(Task inputs begins)
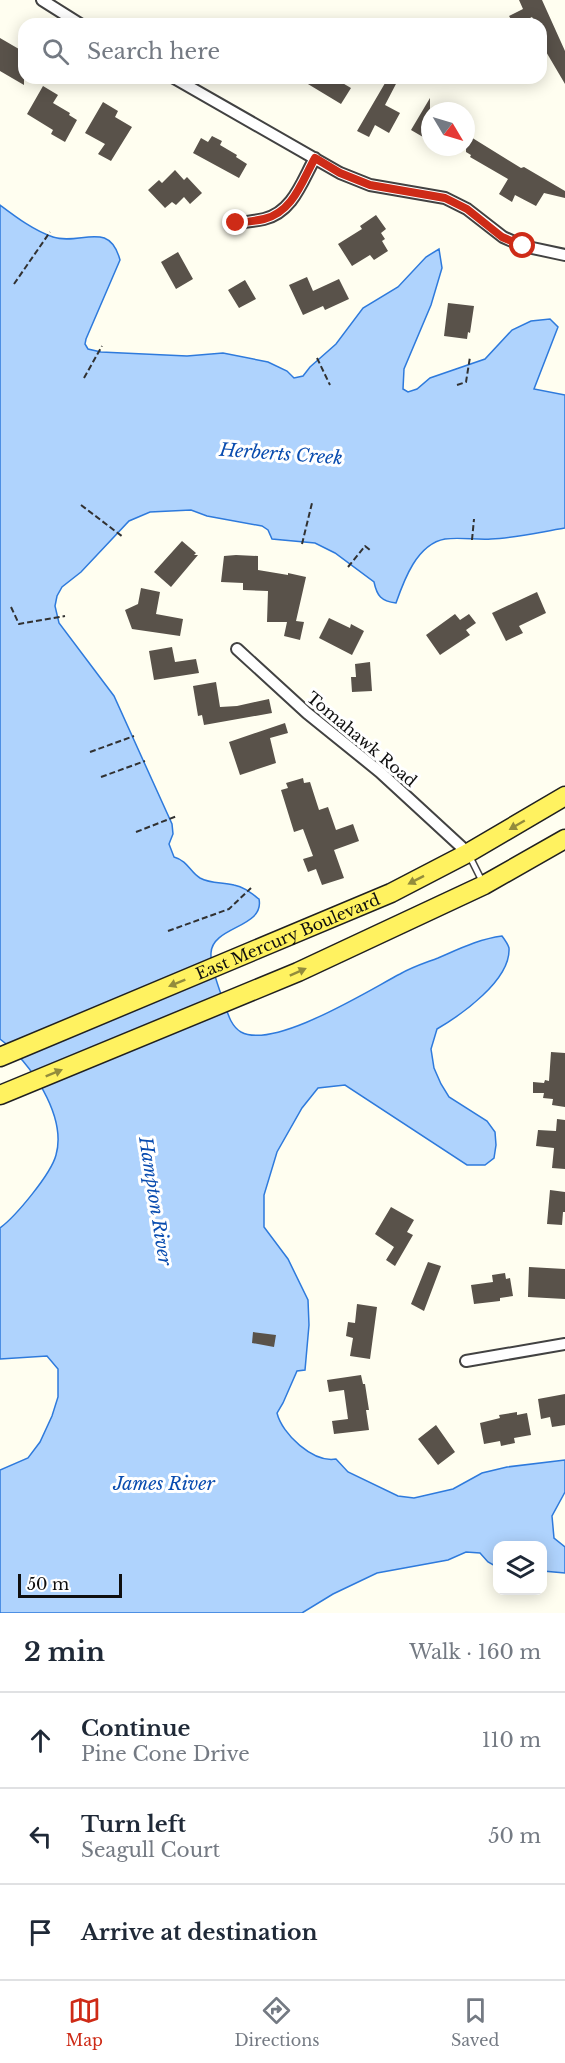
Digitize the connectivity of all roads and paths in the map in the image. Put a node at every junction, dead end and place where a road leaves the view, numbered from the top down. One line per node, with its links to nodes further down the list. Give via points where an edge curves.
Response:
1 (42, 0): 2 (street)
2 (70, 18)
3 (185, 84): 4 (street)
4 (315, 158): 5 (street, via 294,198 281,212 266,219); 7 (street, via 370,185 445,198 467,209 502,237)
5 (236, 223)
6 (50, 232): 8 (path)
7 (565, 255)
8 (14, 284)
9 (102, 346): 12 (path)
10 (317, 357): 13 (path)
11 (470, 357): 14 (path, via 466,382)
12 (84, 378)
13 (330, 385)
14 (457, 385)
15 (312, 503): 20 (path)
16 (81, 505): 18 (path)
17 (474, 519): 19 (path)
18 (123, 537)
19 (472, 540)
20 (302, 544)
21 (370, 550): 22 (path, via 364,546)
22 (348, 567)
23 (11, 607): 24 (path, via 19,624)
24 (65, 616)
25 (237, 649): 34 (street, Tomahawk Road, via 307,713 381,772)
26 (134, 736): 27 (path)
27 (90, 752)
28 (145, 761): 29 (path)
29 (101, 777)
30 (565, 796): 34 (main road, East Mercury Boulevard, one-way to 34)
31 (177, 816): 32 (path)
32 (136, 832)
33 (565, 839): 35 (main road, East Mercury Boulevard)
34 (468, 853): 35 (lane); 38 (main road, East Mercury Boulevard, one-way to 38, via 391,893)
35 (484, 885): 39 (main road, East Mercury Boulevard, one-way to 35, via 245,995)
36 (251, 888): 37 (path, via 229,909)
37 (168, 931)
38 (0, 1056)
39 (0, 1095)
40 (565, 1344): 41 (street)
41 (466, 1361)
(Task inputs ends)
▶ _Problem to work on_
Exclude every picture and copy the remaining data exactly.

▶ _Response to this exercise_
Digitize the connectivity of all roads and paths in the map in the image. Put a node at every junction, dead end and place where a road leaves the view, numbered from the top down. One line per node, with its links to nodes further down the list. Give via points where an edge curves.
Response:
1 (42, 0): 2 (street)
2 (70, 18)
3 (185, 84): 4 (street)
4 (315, 158): 5 (street, via 294,198 281,212 266,219); 7 (street, via 370,185 445,198 467,209 502,237)
5 (236, 223)
6 (50, 232): 8 (path)
7 (565, 255)
8 (14, 284)
9 (102, 346): 12 (path)
10 (317, 357): 13 (path)
11 (470, 357): 14 (path, via 466,382)
12 (84, 378)
13 (330, 385)
14 (457, 385)
15 (312, 503): 20 (path)
16 (81, 505): 18 (path)
17 (474, 519): 19 (path)
18 (123, 537)
19 (472, 540)
20 (302, 544)
21 (370, 550): 22 (path, via 364,546)
22 (348, 567)
23 (11, 607): 24 (path, via 19,624)
24 (65, 616)
25 (237, 649): 34 (street, Tomahawk Road, via 307,713 381,772)
26 (134, 736): 27 (path)
27 (90, 752)
28 (145, 761): 29 (path)
29 (101, 777)
30 (565, 796): 34 (main road, East Mercury Boulevard, one-way to 34)
31 (177, 816): 32 (path)
32 (136, 832)
33 (565, 839): 35 (main road, East Mercury Boulevard)
34 (468, 853): 35 (lane); 38 (main road, East Mercury Boulevard, one-way to 38, via 391,893)
35 (484, 885): 39 (main road, East Mercury Boulevard, one-way to 35, via 245,995)
36 (251, 888): 37 (path, via 229,909)
37 (168, 931)
38 (0, 1056)
39 (0, 1095)
40 (565, 1344): 41 (street)
41 (466, 1361)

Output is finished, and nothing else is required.